Re McClement, a Bankrupt

JurisdictionIreland
Judgment Date01 January 1962
Date01 January 1962
CourtHigh Court
In re McClement, a Bankrupt.
In the Matter of DONAL McCLEMENT, a Bankrupt

Bankruptcy - Order and disposition - Consent and permission of true owner - Reputed ownership - Deposit of share certificates by way of pledge - Transfer of shares executed in blank by pledgor - Articles of association permitting registration of transfer of shares without necessity for production of share certificate - Act of bankruptcy - Irish Bankrupt and Insolvent Act,1857 (20 and 21 Vict., c. 60), s. 313.

Where share certificates are deposited by way of mortgage or pledge, the mortgagee or pledgee is the "true owner" of the shares referred to in the certificates, within the meaning of the Irish Bankrupt and Insolvent Act, 1857, s. 313.

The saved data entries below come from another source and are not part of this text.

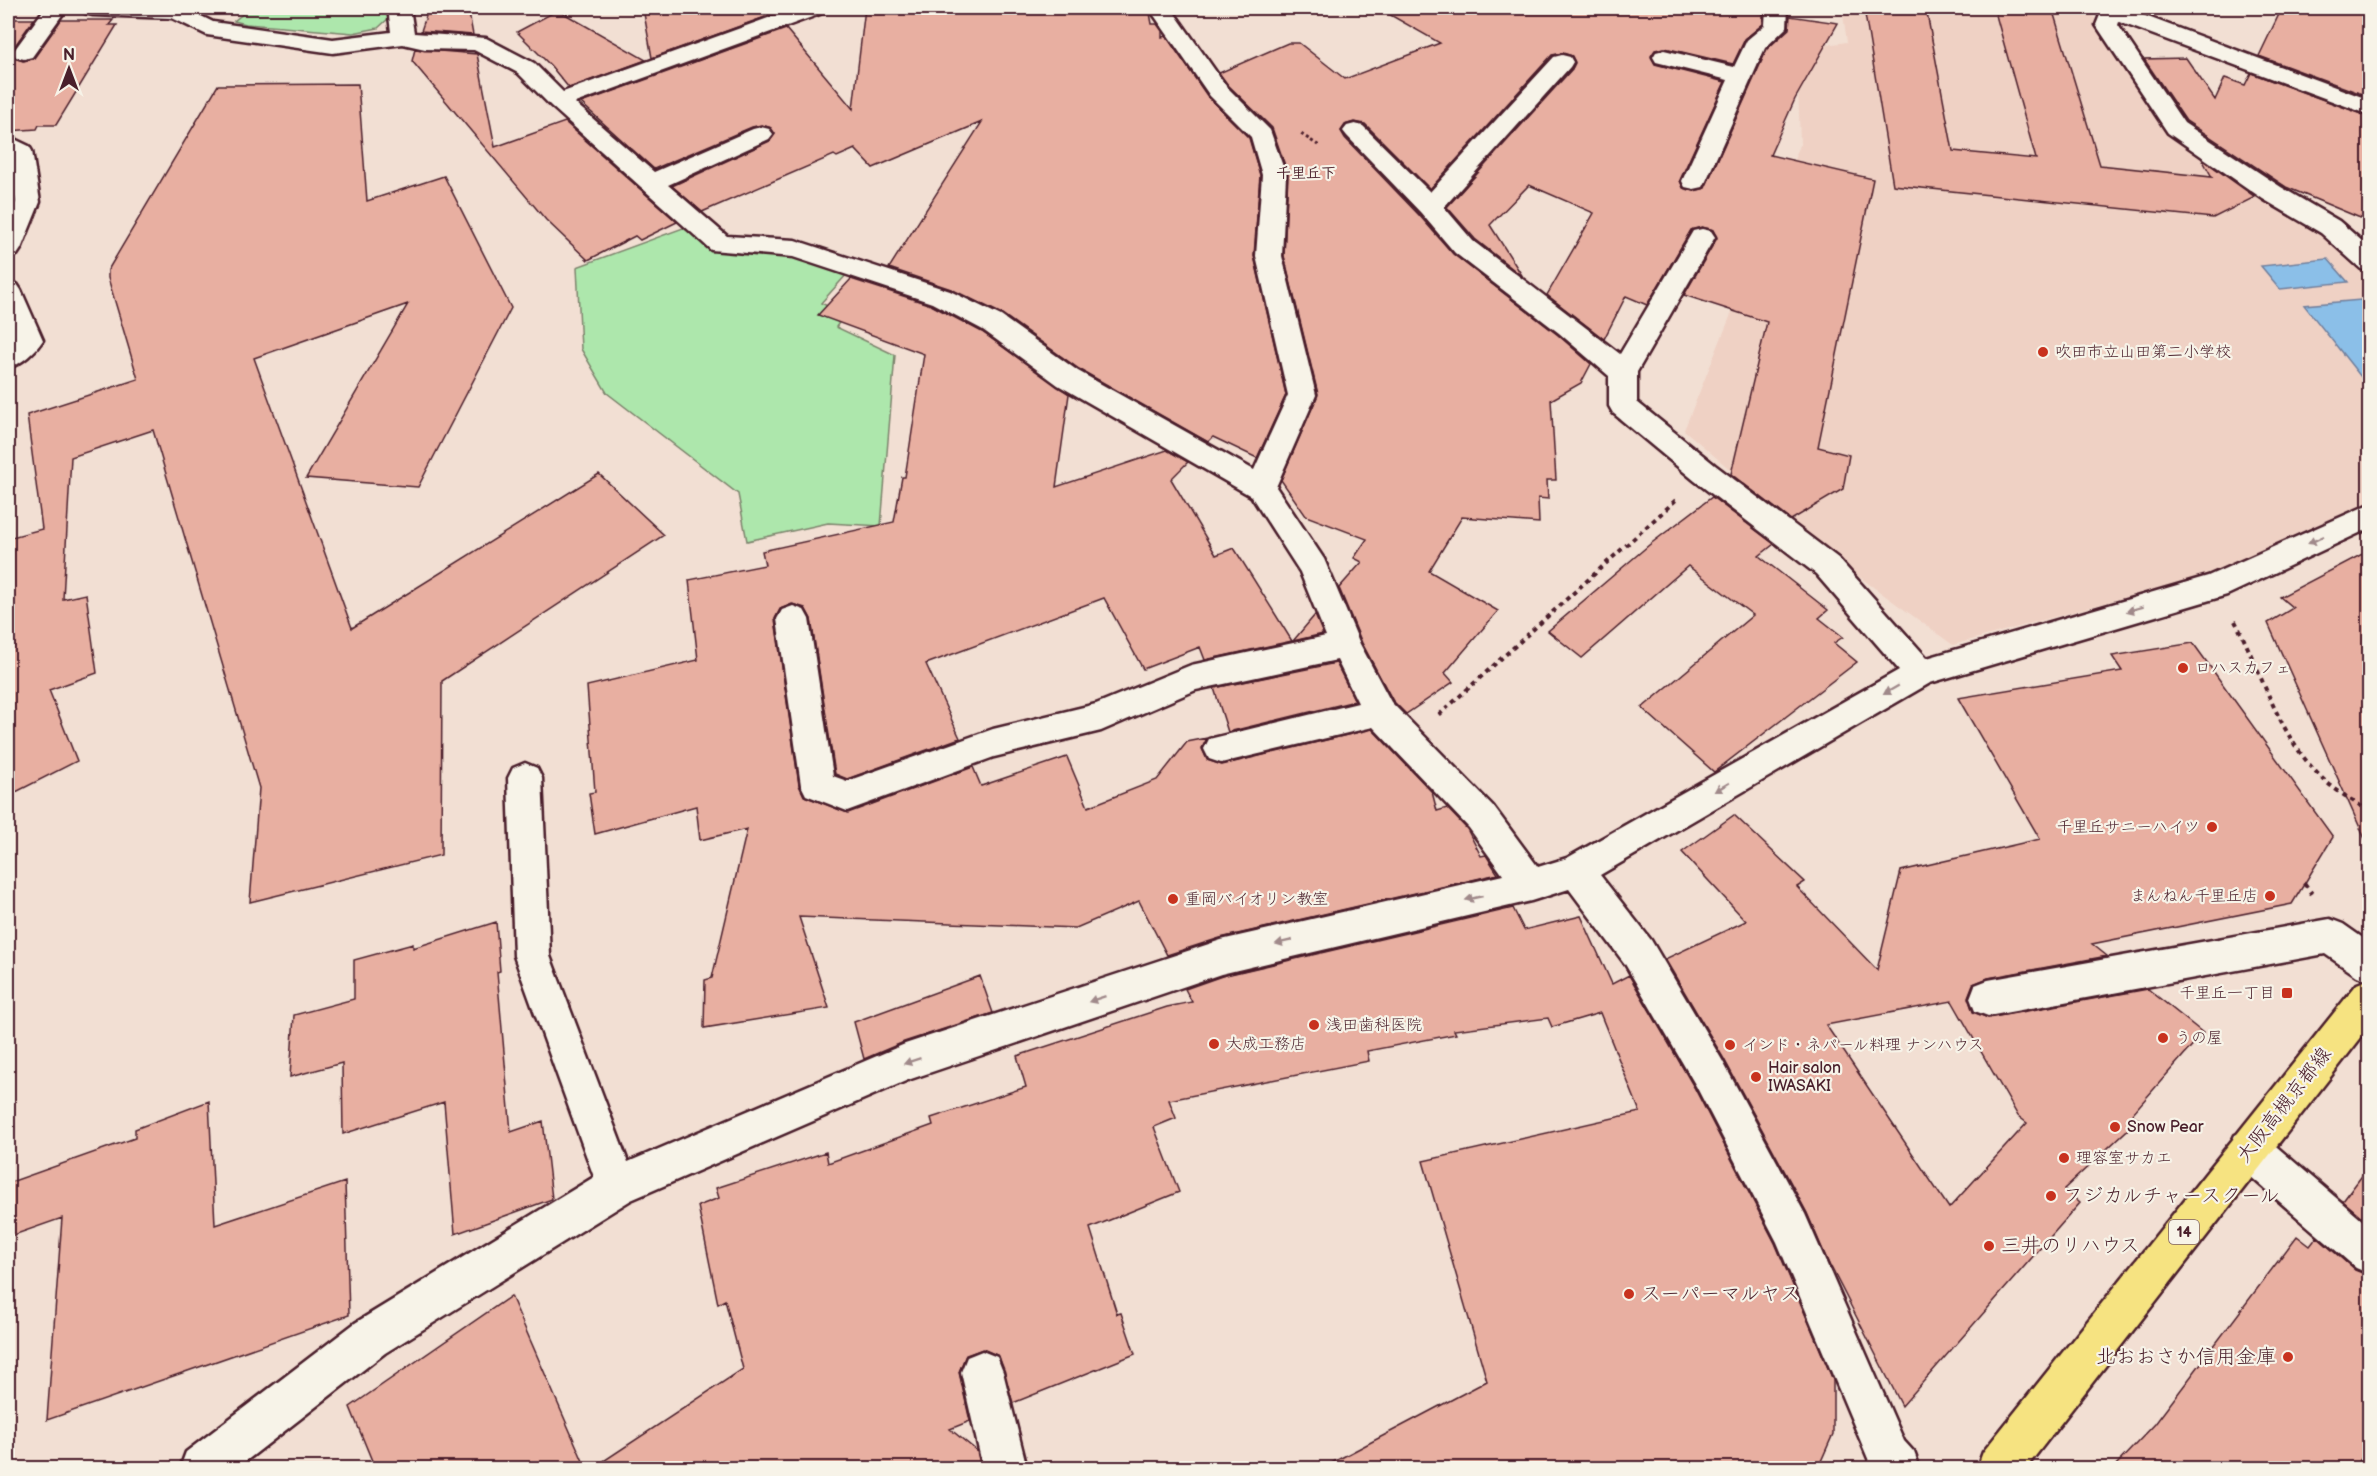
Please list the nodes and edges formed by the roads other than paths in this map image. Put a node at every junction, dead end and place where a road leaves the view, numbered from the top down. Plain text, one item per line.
1 (56, 8) edge
2 (93, 8) edge
3 (399, 8) edge
4 (815, 8) edge
5 (1160, 8) edge
6 (1778, 8) edge
7 (2109, 9) edge
8 (403, 37) junction
9 (24, 51) dead end
10 (1665, 57) dead end
11 (1562, 62) dead end
12 (1741, 76) junction
13 (559, 101) junction
14 (2370, 108) edge
15 (1355, 131) dead end
16 (761, 134) dead end
17 (8, 144) edge
18 (1694, 181) dead end
19 (651, 183) junction
20 (1430, 207) junction
21 (1702, 237) dead end
22 (8, 249) edge
23 (2370, 263) edge
24 (8, 290) edge
25 (8, 358) edge
26 (1623, 372) junction
27 (1261, 488) junction
28 (2370, 515) edge
29 (793, 619) dead end
30 (1345, 645) junction
31 (1921, 673) junction
32 (1379, 712) junction
33 (1221, 749) dead end
34 (525, 778) dead end
35 (1576, 871) junction
36 (1531, 885) junction
37 (2370, 964) edge
38 (1988, 998) dead end
39 (2364, 1015) edge
40 (2249, 1149) junction
41 (617, 1186) junction
42 (2370, 1254) edge
43 (982, 1372) dead end
44 (202, 1468) edge
45 (1005, 1468) edge
46 (1898, 1468) edge
47 (1999, 1468) edge

1 - 9 street
2 - 8 street
3 - 8 street
4 - 13 street
5 - 27 street
6 - 12 street
7 - 14 street
7 - 23 street
8 - 13 street
10 - 12 street
11 - 20 street
12 - 18 street
13 - 19 street
15 - 20 street
16 - 19 street
17 - 22 street
19 - 27 street
20 - 26 street
21 - 26 street
24 - 25 street
26 - 31 street
27 - 30 street
28 -> 31 street
29 - 30 street
30 - 32 street
31 -> 35 street
32 - 33 street
32 - 36 street
34 - 41 street
35 - 36 street
35 - 46 street
36 -> 41 street
37 - 38 street
39 - 40 main road, 大阪高槻京都線 / 14
40 - 42 street
40 - 47 main road, 大阪高槻京都線 / 14
41 - 44 street
43 - 45 street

Where share certificates relating to shares in a company which are transferable without production of the share certificates, and which certificates do not bear a note requiring their production on a transfer of the shares to which they relate, are pledged by the registered owner, who later becomes a bankrupt, and the pledgee allows the pledgor to remain as the named owner of the shares on the register of shareholders of the company, the shares may be regarded as being in the order and disposition of the bankrupt as reputed owner with the consent of the pledgee, unless evidence be adduced rebutting such inference.

So held by Budd J.

Held further that where, however, share certificates, pledged in similar circumstances, bear upon them a note indicating that an intended transfer of the shares referred to in the certificates will not be registered unless the transfer is accompanied by the certificates relating to the shares intended to be transferred, the shares will not be regarded as being in the order and disposition of the bankrupt as reputed owner thereof with the consent of the pledgee or true owner.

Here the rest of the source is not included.